On Monday, the pound briefly rebounded against the dollar, trading at $1.124 on Monday morning, up about 1 percent. But it gave up much of those gains later, as economists pointed out that the tax break for high earners accounted for just £2 billion of the £43 billion in total tax cuts proposed by the government.
Ms. Truss and Mr. Kwarteng had remained defiant in the face of the market turmoil, arguing that the tax cuts were the centerpiece of a supply-side plan to reignite Britain’s economy. But on Sunday, Ms. Truss conceded for the first time that the government had not laid the proper groundwork for the tax cuts.
Speaking to the BBC journalist Laura Kuenssberg, Ms. Truss said that the impetus for the abolition of the top tax rate came from Mr. Kwarteng and that it had not been debated by the entire cabinet. That was widely interpreted as an attempt to distance herself from the most divisive element of the economic plan.
Michael Gove, an influential former Tory cabinet minister, harshly criticized the government on Sunday, saying it was “not Conservative” to pass unfunded tax cuts, meaning they would necessitate substantial new borrowing.
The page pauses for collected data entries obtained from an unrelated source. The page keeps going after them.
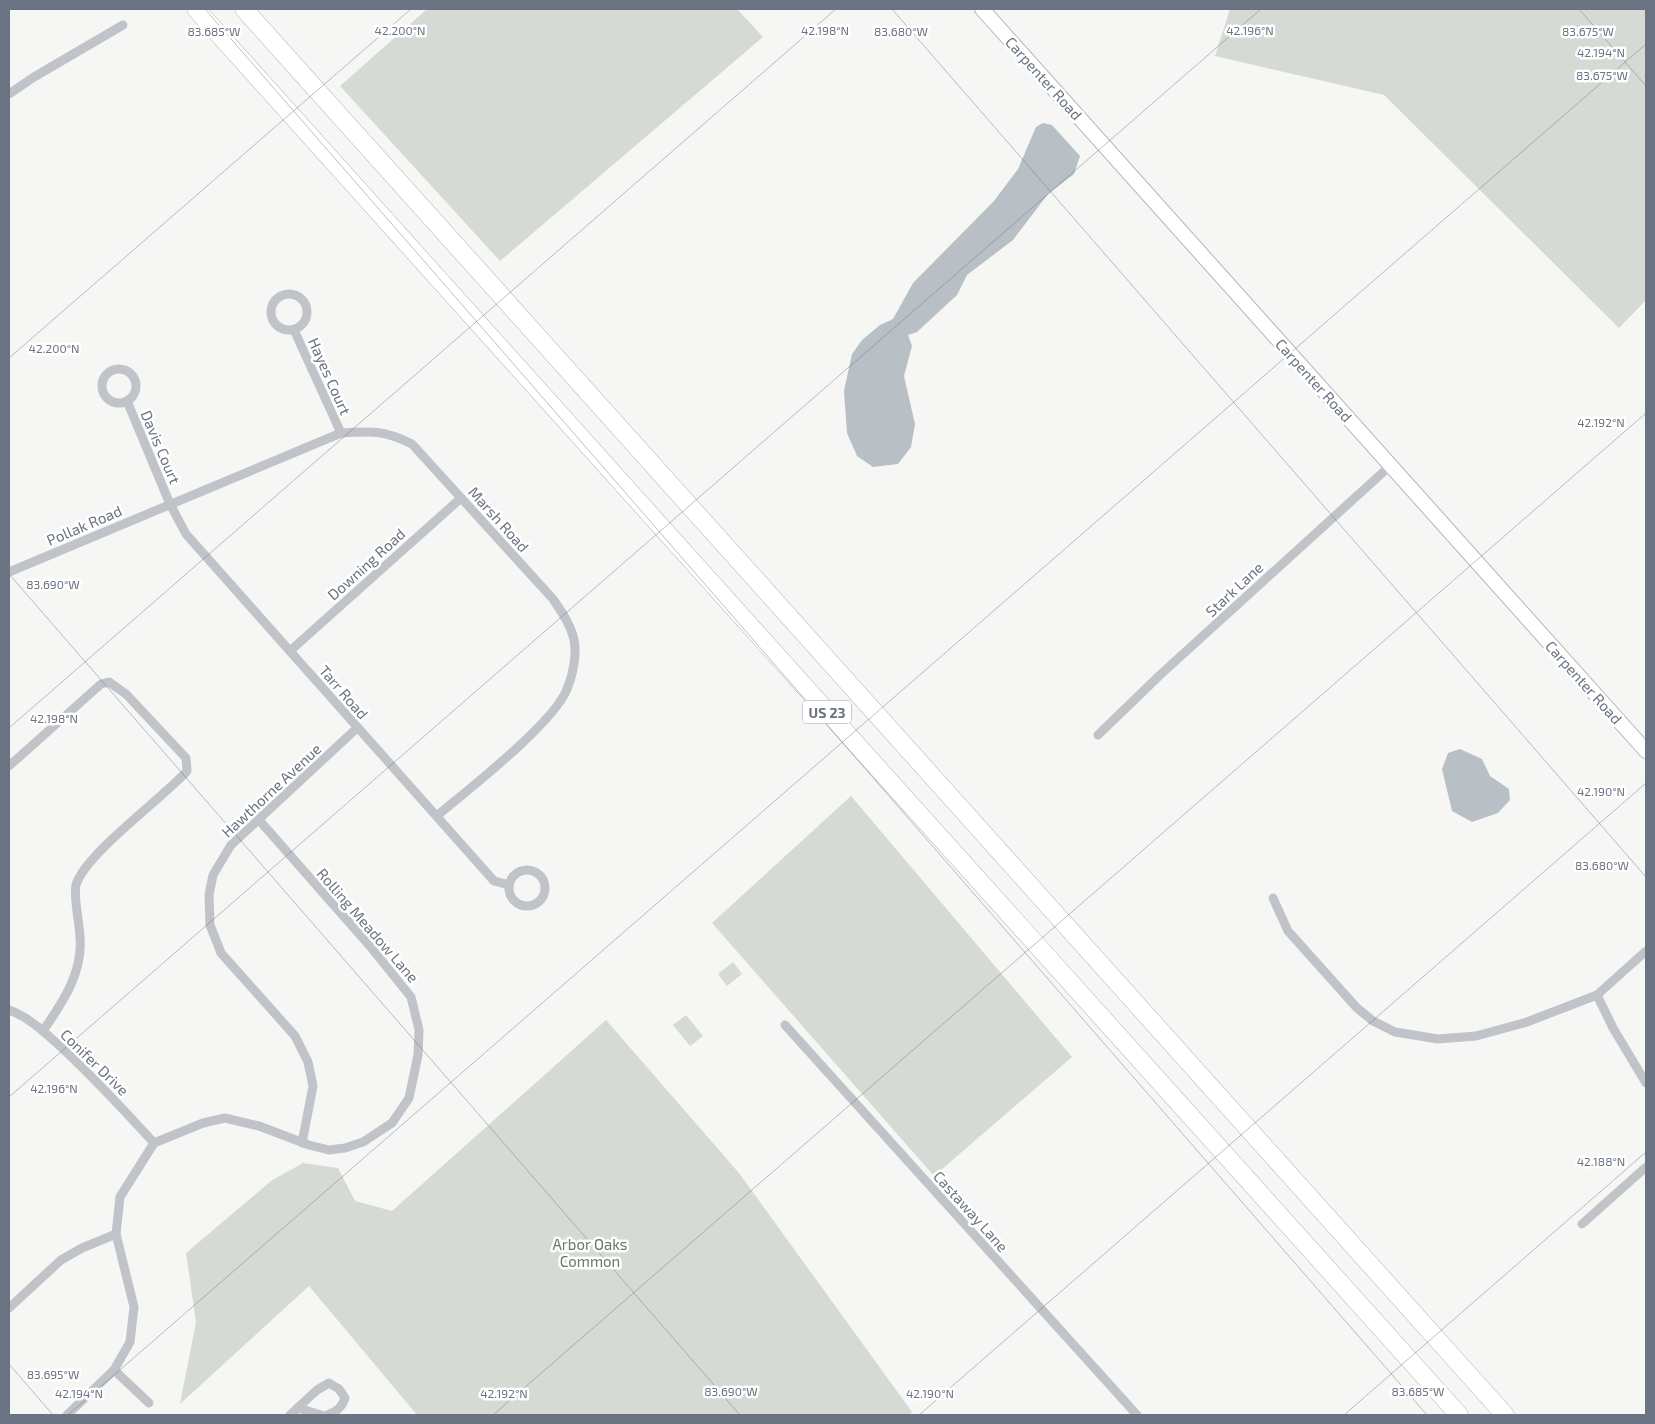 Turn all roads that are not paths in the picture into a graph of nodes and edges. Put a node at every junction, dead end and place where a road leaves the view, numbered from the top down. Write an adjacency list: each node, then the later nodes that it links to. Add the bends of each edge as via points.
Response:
1 (196, 9): 42 (highway, US 23)
2 (244, 9): 43 (highway, US 23)
3 (982, 9): 9 (main road, Carpenter Road)
4 (122, 26): 5 (street)
5 (9, 94)
6 (294, 330): 6 (street, Hayes Court, via 276,326 271,315 273,303 288,293 300,296 308,312 304,323); 8 (street, Hayes Court)
7 (127, 401): 11 (street, Davis Court)
8 (341, 433): 10 (street, Marsh Road, via 373,430 412,444); 11 (street, Marsh Road)
9 (1391, 465): 15 (street, Stark Lane); 16 (main road, Carpenter Road)
10 (461, 498): 13 (street, Downing Road); 18 (street, Marsh Road, via 553,599 574,640 574,664 567,691 547,718)
11 (170, 504): 12 (street, Pollak Road); 13 (street, Tarr Road, via 200,552)
12 (9, 572)
13 (290, 651): 14 (street, Tarr Road)
14 (357, 728): 18 (street, Tarr Road); 19 (street, Hawthorne Avenue)
15 (1098, 735)
16 (1646, 751)
17 (9, 766): 26 (street, via 101,684 110,682 126,694 186,758 187,771 90,862 76,885 81,940 78,968 67,994)
18 (438, 815): 20 (street, Tarr Road, via 494,880)
19 (259, 820): 29 (street, Hawthorne Avenue, via 231,845 213,875 208,895 210,925 222,953 295,1036 308,1062 312,1073 312,1097); 29 (street, Rolling Meadow Lane, via 406,989 416,1012 419,1030 418,1055 409,1098 392,1123 363,1142 345,1148 329,1150)
20 (509, 885): 20 (street, via 520,872 531,870 541,876 545,893 538,903 526,906 515,902)
21 (1273, 898): 23 (street, via 1288,931 1314,961 1357,1008 1395,1032 1438,1039 1476,1036 1527,1022)
22 (1646, 951): 23 (street)
23 (1598, 995): 27 (street, via 1613,1028)
24 (9, 1010): 26 (street, Conifer Drive, via 22,1015)
25 (785, 1025): 41 (street, Castaway Lane)
26 (43, 1031): 28 (street, Conifer Drive, via 105,1089)
27 (1646, 1083)
28 (154, 1143): 29 (street, Rolling Meadow Lane, via 203,1122 225,1118 259,1126); 32 (street, via 120,1197)
29 (302, 1143)
30 (1646, 1167): 31 (street)
31 (1582, 1224)
32 (116, 1234): 33 (street, via 61,1260); 34 (street, via 134,1308 130,1342)
33 (9, 1308)
34 (114, 1370): 35 (street); 37 (street)
35 (149, 1403)
36 (298, 1408): 38 (street); 39 (street); 40 (street, via 317,1390 329,1384 339,1389 345,1398 342,1405)
37 (67, 1415)
38 (290, 1415)
39 (321, 1415)
40 (327, 1415)
41 (1137, 1415)
42 (1459, 1415)
43 (1505, 1415)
The government is already promising to pay tens of billions of pounds to protect people from surging gas and electricity bills this winter because of the disruptions caused by Russia’s war in Ukraine.
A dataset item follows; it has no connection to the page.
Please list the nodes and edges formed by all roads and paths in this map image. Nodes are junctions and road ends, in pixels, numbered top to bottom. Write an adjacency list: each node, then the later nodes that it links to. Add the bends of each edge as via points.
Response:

“I think there is an inadequate realization at the top of government about the scale of the change required,” Mr. Gove said to Ms. Kuenssberg. He strongly suggested that he would vote against the measure.
Another former Tory minister, Grant Shapps, said the tax cut was likely not to pass in the House of Commons, and urged Ms. Truss to reverse course. Mr. Shapps, who served as transport minister in the government of Mr. Johnson, told the BBC that the government was muddying the water with “tax cuts for wealthy people right now, when the priority needs to be on everyday households.”
But the reversal leaves Ms. Truss’s month-old government in flux, with a rebellious and newly empowered band of lawmakers in Parliament. Cutting taxes was the prime minister’s signature economic proposal; reversing course so quickly on part of her plan will raise doubts about her leadership.
“The savings are more or less meaningless from the perspective of debt sustainability,” said Mujtaba Rahman, an analyst with the risk management consultancy Eurasia Group. “And the politics now just got a lot harder.”
It will also raise questions about the future of Mr. Kwarteng, the chancellor, who pushed for the cut to the top tax rate. He is a close ally of Ms. Truss, both having long championed tax cuts, deregulation and other free-market policies as ways to lift Britain out of a long stretch of sluggish economic growth.
Speaking to the BBC Breakfast program after the announcement, Mr. Kwarteng said he had no plans to resign.